Exercise objective: Within the records, how many lines hold the word "roads"? State that number alone.

Saved data entries:
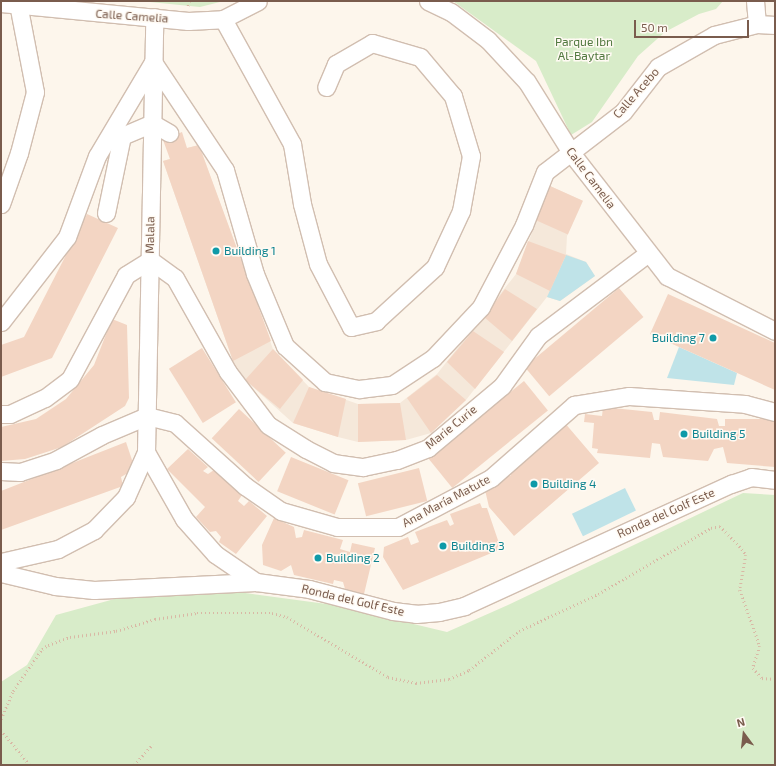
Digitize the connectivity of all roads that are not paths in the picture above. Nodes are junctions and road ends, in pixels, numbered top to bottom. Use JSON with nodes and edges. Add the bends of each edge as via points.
{"nodes":[{"id":1,"x":258,"y":1,"type":"edge"},
{"id":2,"x":428,"y":1,"type":"edge"},
{"id":3,"x":755,"y":1,"type":"edge"},
{"id":4,"x":1,"y":3,"type":"edge"},
{"id":5,"x":18,"y":4,"type":"junction"},
{"id":6,"x":154,"y":17,"type":"junction"},
{"id":7,"x":223,"y":19,"type":"junction"},
{"id":8,"x":757,"y":24,"type":"junction"},
{"id":9,"x":775,"y":25,"type":"edge"},
{"id":10,"x":153,"y":62,"type":"junction"},
{"id":11,"x":326,"y":87,"type":"dead end"},
{"id":12,"x":152,"y":123,"type":"junction"},
{"id":13,"x":170,"y":134,"type":"dead end"},
{"id":14,"x":572,"y":154,"type":"junction"},
{"id":15,"x":1,"y":204,"type":"edge"},
{"id":16,"x":106,"y":213,"type":"dead end"},
{"id":17,"x":648,"y":253,"type":"junction"},
{"id":18,"x":150,"y":260,"type":"junction"},
{"id":19,"x":1,"y":322,"type":"edge"},
{"id":20,"x":775,"y":331,"type":"edge"},
{"id":21,"x":775,"y":412,"type":"edge"},
{"id":22,"x":1,"y":414,"type":"edge"},
{"id":23,"x":147,"y":416,"type":"junction"},
{"id":24,"x":146,"y":452,"type":"junction"},
{"id":25,"x":1,"y":471,"type":"edge"},
{"id":26,"x":775,"y":480,"type":"edge"},
{"id":27,"x":215,"y":554,"type":"junction"},
{"id":28,"x":1,"y":562,"type":"edge"},
{"id":29,"x":1,"y":572,"type":"edge"},
{"id":30,"x":256,"y":582,"type":"junction"},
{"id":31,"x":211,"y":583,"type":"junction"}],
"edges":[{"from":1,"to":7,"type":"street","name":"Calle Camelia"},
{"from":2,"to":14,"type":"street","name":"Calle Camelia","via":[[451,12],[488,40],[527,82]]},
{"from":3,"to":8,"type":"street"},
{"from":4,"to":5,"type":"street","name":"Calle Camelia"},
{"from":5,"to":6,"type":"street","name":"Calle Camelia"},
{"from":5,"to":15,"type":"street","via":[[35,92],[19,153]]},
{"from":6,"to":7,"type":"street","name":"Calle Camelia","via":[[188,21]]},
{"from":6,"to":10,"type":"street","name":"Malala"},
{"from":7,"to":11,"type":"street","via":[[292,144],[302,204],[318,264],[351,328],[376,321],[435,267],[461,211],[471,156],[453,96],[420,57],[372,43],[336,64]]},
{"from":8,"to":9,"type":"street","name":"Calle Acebo"},
{"from":8,"to":14,"type":"street","name":"Calle Acebo","via":[[714,35],[658,67],[623,112]]},
{"from":10,"to":12,"type":"street","name":"Malala"},
{"from":10,"to":14,"type":"street","name":"Calle Acebo","via":[[226,170],[255,274],[285,346],[325,382],[358,389],[392,386],[433,358],[481,307],[524,225],[545,172]]},
{"from":10,"to":19,"type":"street","via":[[97,156],[67,238]]},
{"from":12,"to":13,"type":"street"},
{"from":12,"to":16,"type":"street","via":[[122,136]]},
{"from":12,"to":18,"type":"street","name":"Malala"},
{"from":14,"to":17,"type":"street","name":"Calle Camelia"},
{"from":17,"to":18,"type":"street","name":"Marie Curie","via":[[538,336],[502,386],[428,448],[397,460],[364,467],[333,463],[268,425],[228,372],[175,278]]},
{"from":17,"to":20,"type":"street","name":"Calle Camelia","via":[[667,276]]},
{"from":18,"to":22,"type":"street","via":[[126,275],[70,379],[45,398],[10,414]]},
{"from":18,"to":23,"type":"street","name":"Malala"},
{"from":21,"to":23,"type":"street","name":"Ana María Matute","via":[[745,404],[629,396],[574,405],[491,478],[398,527],[338,527],[281,511],[245,486],[175,423]]},
{"from":23,"to":24,"type":"street","name":"Malala"},
{"from":23,"to":25,"type":"street","via":[[102,435],[56,460],[20,472]]},
{"from":24,"to":27,"type":"street","via":[[184,519]]},
{"from":24,"to":28,"type":"street","via":[[126,497],[94,530],[58,549]]},
{"from":26,"to":30,"type":"street","name":"Ronda del Golf Este","via":[[751,477],[731,484],[464,606],[439,612],[416,614],[394,611],[309,589]]},
{"from":27,"to":30,"type":"street"},
{"from":27,"to":31,"type":"street","via":[[216,570]]},
{"from":29,"to":31,"type":"street","name":"Ronda del Golf Este","via":[[55,586],[94,590]]},
{"from":30,"to":31,"type":"street","name":"Ronda del Golf Este"}]}
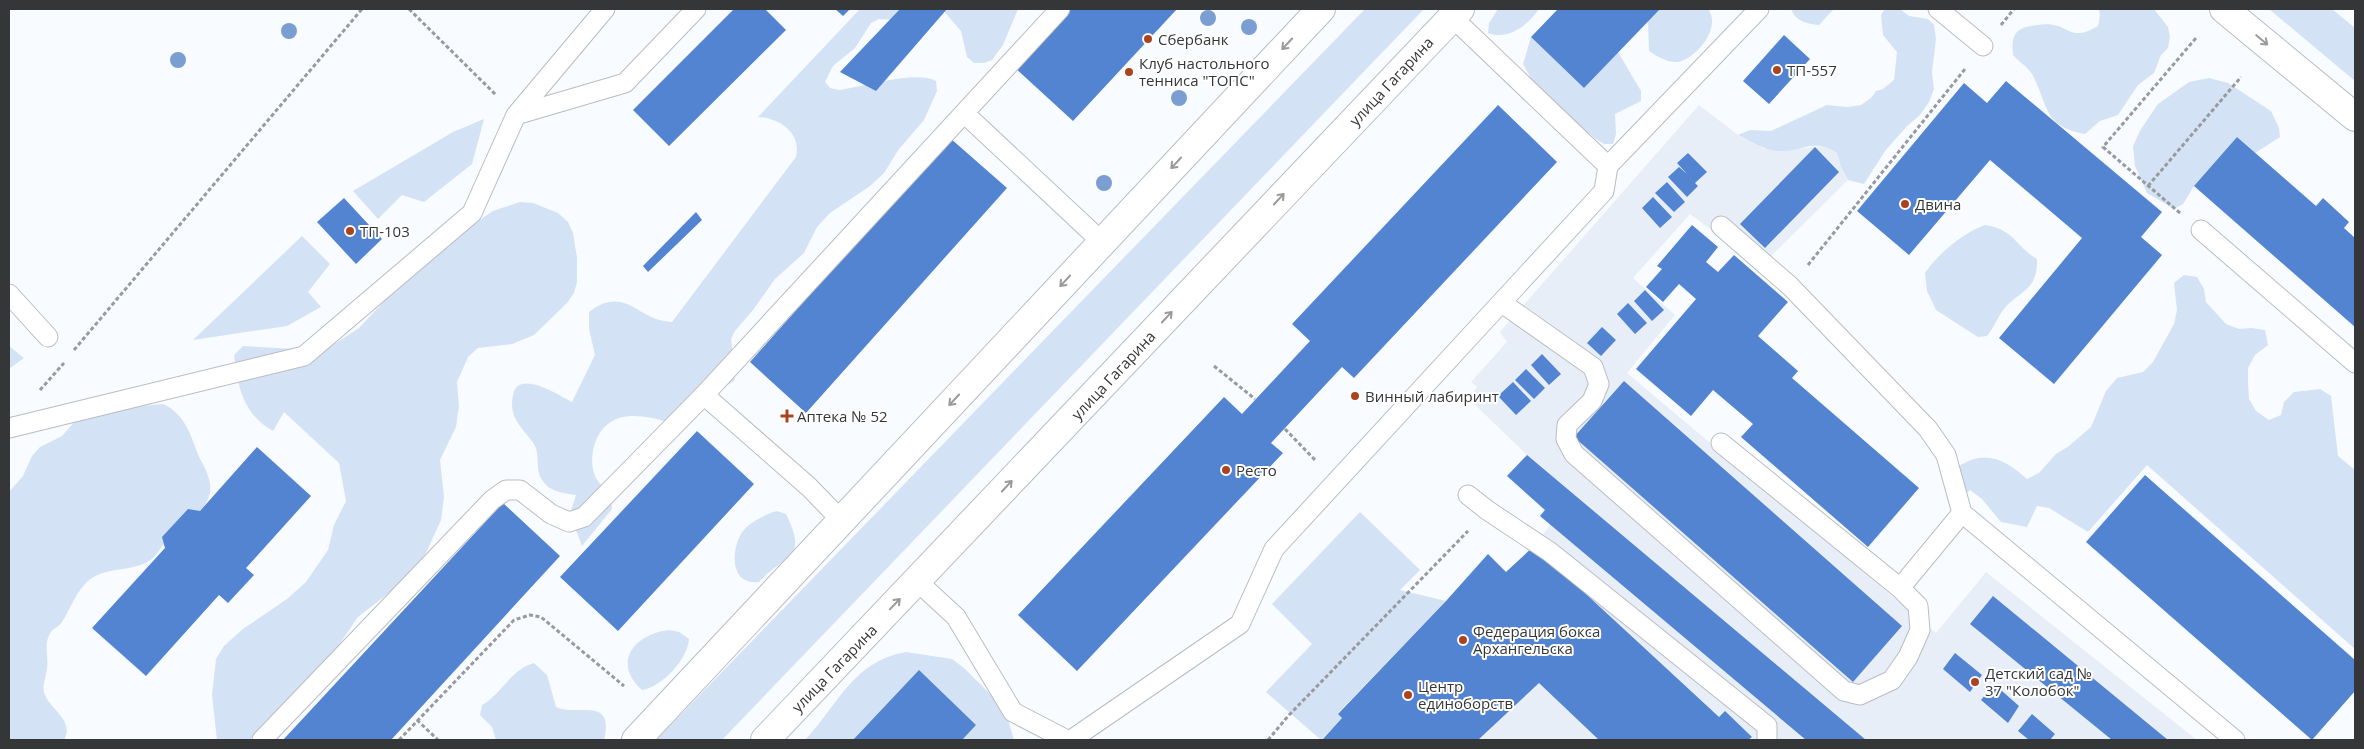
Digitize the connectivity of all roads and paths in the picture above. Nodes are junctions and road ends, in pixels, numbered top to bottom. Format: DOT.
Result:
graph roads {
  1 [pos="362,9"];
  2 [pos="409,9"];
  3 [pos="605,9"];
  4 [pos="696,9"];
  5 [pos="1060,9"];
  6 [pos="1321,9"];
  7 [pos="1760,9"];
  8 [pos="1938,9"];
  9 [pos="2224,9"];
  10 [pos="1456,13"];
  11 [pos="2196,38"];
  12 [pos="1983,46"];
  13 [pos="2241,77"];
  14 [pos="964,113"];
  15 [pos="516,115"];
  16 [pos="2355,117"];
  17 [pos="1608,166"];
  18 [pos="2148,186"];
  19 [pos="1721,226"];
  20 [pos="2201,230"];
  21 [pos="1102,242"];
  22 [pos="1790,286"];
  23 [pos="9,294"];
  24 [pos="1502,303"];
  25 [pos="48,337"];
  26 [pos="74,351"];
  27 [pos="67,358"];
  28 [pos="2355,363"];
  29 [pos="1214,366"];
  30 [pos="704,394"];
  31 [pos="1254,400"];
  32 [pos="9,428"];
  33 [pos="1285,429"];
  34 [pos="1721,443"];
  35 [pos="1337,481"];
  36 [pos="1468,495"];
  37 [pos="1487,510"];
  38 [pos="1962,512"];
  39 [pos="841,520"];
  40 [pos="917,581"];
  41 [pos="1900,588"];
  42 [pos="624,686"];
  43 [pos="416,720"];
  44 [pos="262,740"];
  45 [pos="399,740"];
  46 [pos="438,740"];
  47 [pos="636,740"];
  48 [pos="765,740"];
  49 [pos="1067,740"];
  50 [pos="1071,740"];
  51 [pos="1268,740"];
  52 [pos="1767,740"];
  53 [pos="2235,740"];
  1 -- 26 [label="path"];
  2 -- 15 [label="path"];
  3 -- 15 [label="lane"];
  4 -- 15 [label="lane"];
  5 -- 14 [label="lane"];
  6 -- 21 [label="main road, one-way"];
  7 -- 17 [label="lane"];
  8 -- 12 [label="lane"];
  9 -- 16 [label="main road, one-way"];
  10 -- 17 [label="lane"];
  40 -- 10 [label="main road, улица Гагарина, one-way"];
  11 -- 18 [label="path"];
  12 -- 22 [label="path"];
  13 -- 18 [label="path"];
  14 -- 21 [label="lane"];
  14 -- 30 [label="lane"];
  15 -- 32 [label="lane"];
  17 -- 24 [label="lane"];
  18 -- 20 [label="path"];
  19 -- 22 [label="lane"];
  20 -- 28 [label="lane"];
  21 -- 39 [label="main road, one-way"];
  22 -- 38 [label="lane"];
  23 -- 25 [label="lane"];
  24 -- 35 [label="lane"];
  24 -- 41 [label="lane"];
  27 -- 32 [label="path"];
  29 -- 31 [label="path"];
  30 -- 39 [label="lane"];
  30 -- 44 [label="lane"];
  33 -- 35 [label="path"];
  34 -- 41 [label="lane"];
  35 -- 50 [label="lane"];
  36 -- 37 [label="lane"];
  37 -- 51 [label="path"];
  37 -- 52 [label="lane"];
  38 -- 41 [label="lane"];
  38 -- 53 [label="lane"];
  39 -- 47 [label="main road"];
  48 -- 40 [label="main road, улица Гагарина, one-way"];
  40 -- 49 [label="lane"];
  42 -- 43 [label="path"];
  43 -- 45 [label="path"];
  43 -- 46 [label="path"];
}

Exercise response: 3